Some 1.4 million of Australia's 7.8 million homes -- around one in five -- currently have solar power. During the day, solar panels generate large volumes of power that go unused in the home. This unused energy is exported to utilities who pay around 7c per kilowatt hour. At night, when families are home, power usage increases, and families purchase energy at four times their generation rate, with basic flat tariffs ranging between 25 to 28c per kilowatt hour.
Brisbane-based Redback Technologies is launching a second generation version of their smart hybrid inverter and a new family of grid tied inverters that the solar energy specialist says will help households and commercial users increase the percentage of solar power they self-consume, improving the pay back from solar panels and helping to reduce reliance on fossil based fuels.
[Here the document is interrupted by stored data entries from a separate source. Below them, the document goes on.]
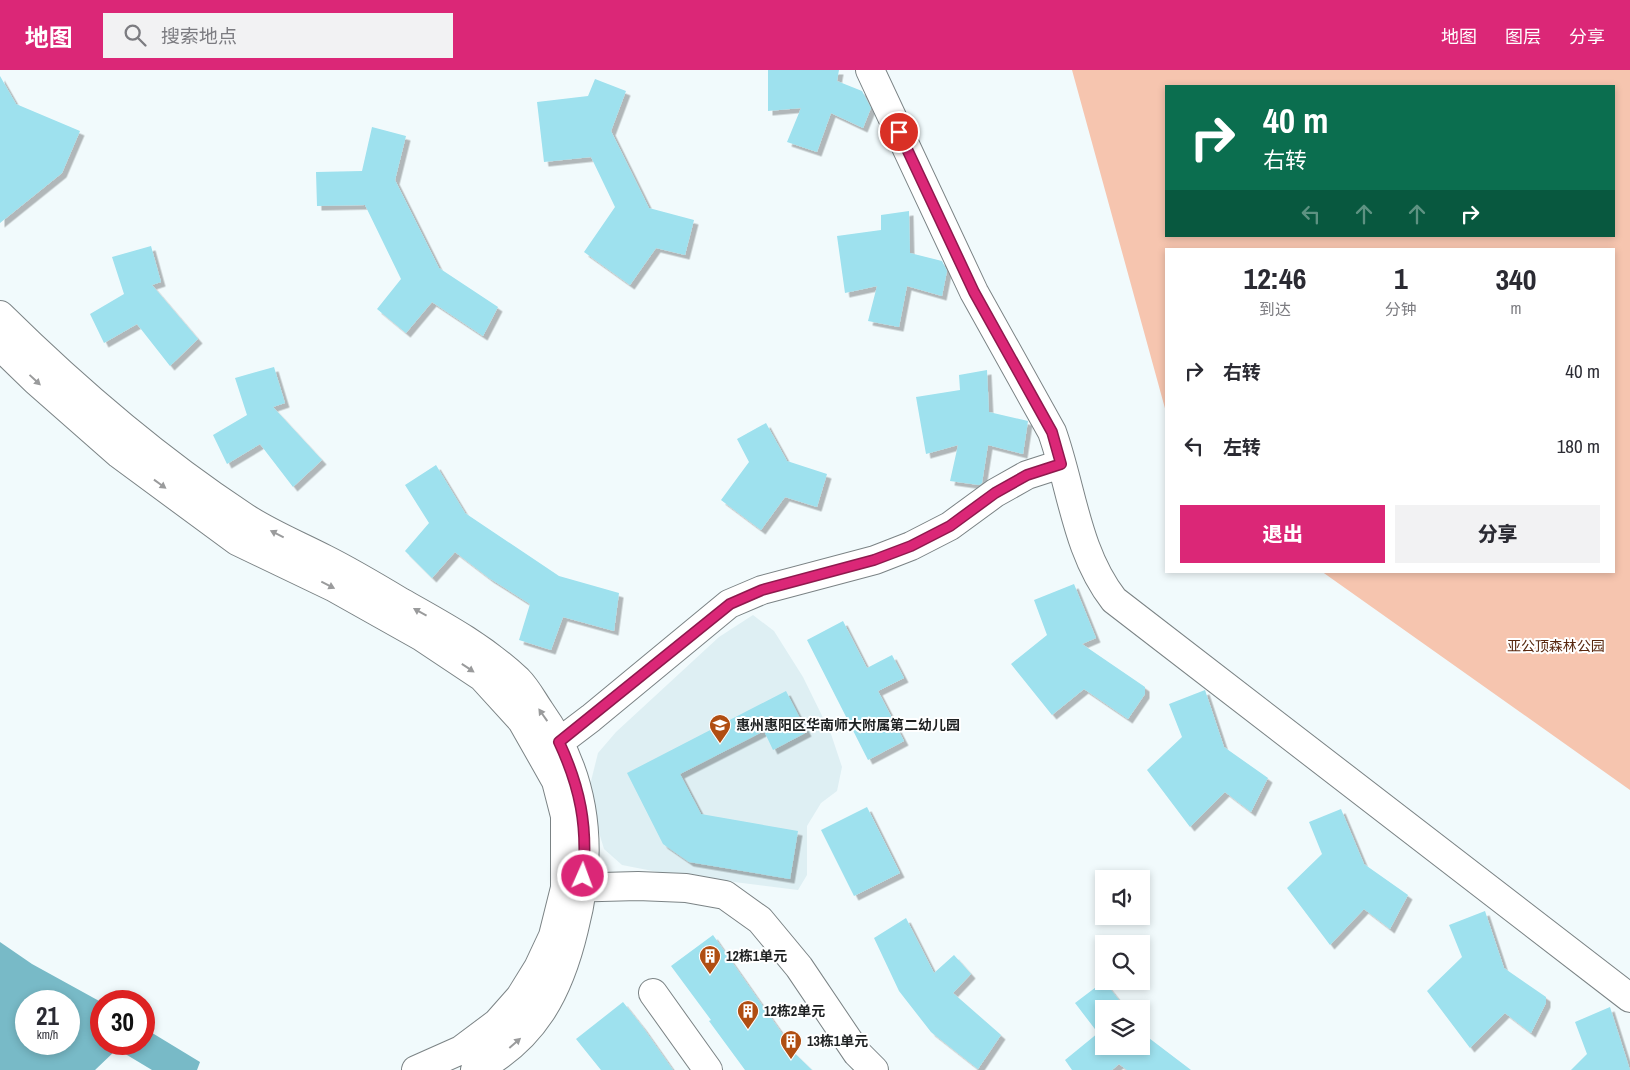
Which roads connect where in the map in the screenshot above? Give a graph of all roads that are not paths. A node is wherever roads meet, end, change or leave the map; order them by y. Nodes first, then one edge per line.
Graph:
1 (870, 70) edge
2 (0, 315) edge
3 (0, 346) edge
4 (1061, 464) junction
5 (550, 749) junction
6 (574, 888) junction
7 (653, 993) dead end
8 (1630, 998) edge
9 (416, 1070) edge
10 (475, 1070) edge
11 (708, 1070) edge
12 (874, 1070) edge

1 - 4 street
5 -> 2 street
3 -> 5 street
4 - 5 street
4 - 8 street
5 - 6 street
6 - 9 street
10 -> 6 street
6 - 12 street
7 - 11 street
The new products, the Single and 3-Phase Grid Tie Family and the Generation II Hybrid solar inverters, make use of the Internet of Things and cloud technology to give household and commercial users more options.
Redback says the new Single and 3-Phase Grid Tie Family for residential and commercial customers "revolutionise" the traditional inverter, which converts DC power generated by solar panels into AC power for general use.
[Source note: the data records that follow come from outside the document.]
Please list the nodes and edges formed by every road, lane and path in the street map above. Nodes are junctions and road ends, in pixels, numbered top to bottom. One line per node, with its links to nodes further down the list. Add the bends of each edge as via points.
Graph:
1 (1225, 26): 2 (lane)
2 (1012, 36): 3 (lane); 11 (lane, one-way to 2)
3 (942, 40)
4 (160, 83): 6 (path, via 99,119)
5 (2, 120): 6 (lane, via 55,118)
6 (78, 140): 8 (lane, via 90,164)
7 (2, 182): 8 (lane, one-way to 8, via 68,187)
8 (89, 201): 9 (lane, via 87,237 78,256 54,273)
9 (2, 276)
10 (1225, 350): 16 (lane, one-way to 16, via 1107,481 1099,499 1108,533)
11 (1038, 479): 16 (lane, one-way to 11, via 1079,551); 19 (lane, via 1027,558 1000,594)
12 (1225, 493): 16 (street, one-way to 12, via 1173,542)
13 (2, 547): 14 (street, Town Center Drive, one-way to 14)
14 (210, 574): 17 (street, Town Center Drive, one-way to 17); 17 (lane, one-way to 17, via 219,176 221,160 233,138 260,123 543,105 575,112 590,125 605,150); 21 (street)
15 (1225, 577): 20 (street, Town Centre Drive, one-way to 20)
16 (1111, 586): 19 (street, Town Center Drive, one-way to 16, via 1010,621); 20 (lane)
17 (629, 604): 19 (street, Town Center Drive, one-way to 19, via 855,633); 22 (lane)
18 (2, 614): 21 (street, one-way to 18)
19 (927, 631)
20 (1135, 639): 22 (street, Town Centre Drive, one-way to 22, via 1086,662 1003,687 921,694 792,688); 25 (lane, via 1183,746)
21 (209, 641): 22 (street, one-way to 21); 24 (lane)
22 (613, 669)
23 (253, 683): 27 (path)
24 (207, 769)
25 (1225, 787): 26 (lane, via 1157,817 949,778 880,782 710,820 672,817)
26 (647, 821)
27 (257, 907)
The new Grid-Tie range incorporates Redback's proprietary cloud enabled intelligent system for analytics and remote control; Redback’s Ouija Board. The Ouija Board is also found in the Generation II Hybrid for household use; a second generation inverter that is battery and solar panel agnostic.
"Across the new family of products, the software is the secret," Redback says. "Redback's system will use machine learning to gather intelligence over time, learning from user preferences as well as drawing data from external factors like the weather. This will ensure energy usage is optimised, thus providing an accelerated return on investment."
Redback Technologies Chief Information Officer, Paul Liddell, believes the Ouija Board software represents a step change in solar energy management.
"People don't have to be focused on using expensive hardware solutions for things that can be done with software," Liddell says. "When the sun is shining, the Redback solution will ensure the batteries are full and household appliances, like the pool pump and hot water system, are turned on. The idea is to maximise the energy you’re producing by using your appliances -- before you store it in batteries."
Redback's solution is hosted in Microsoft’s Azure IoT Suite cloud platform, with the intention of easy updates and upgrades as technology develops.
The difference between the Redback solution and others on the market is the hardware and software are integrated from the very beginning, explains Mr Liddell.
"There are some manufacturers that do hardware, and others that make software, but you can run into problems trying to integrate them. The Redback solution eliminates the potential for such problems through seamless integration of hardware and software."
Redback hardware is manufactured overseas, but the intellectual property is a product of Brisbane, where Redback employs a workforce of about 20.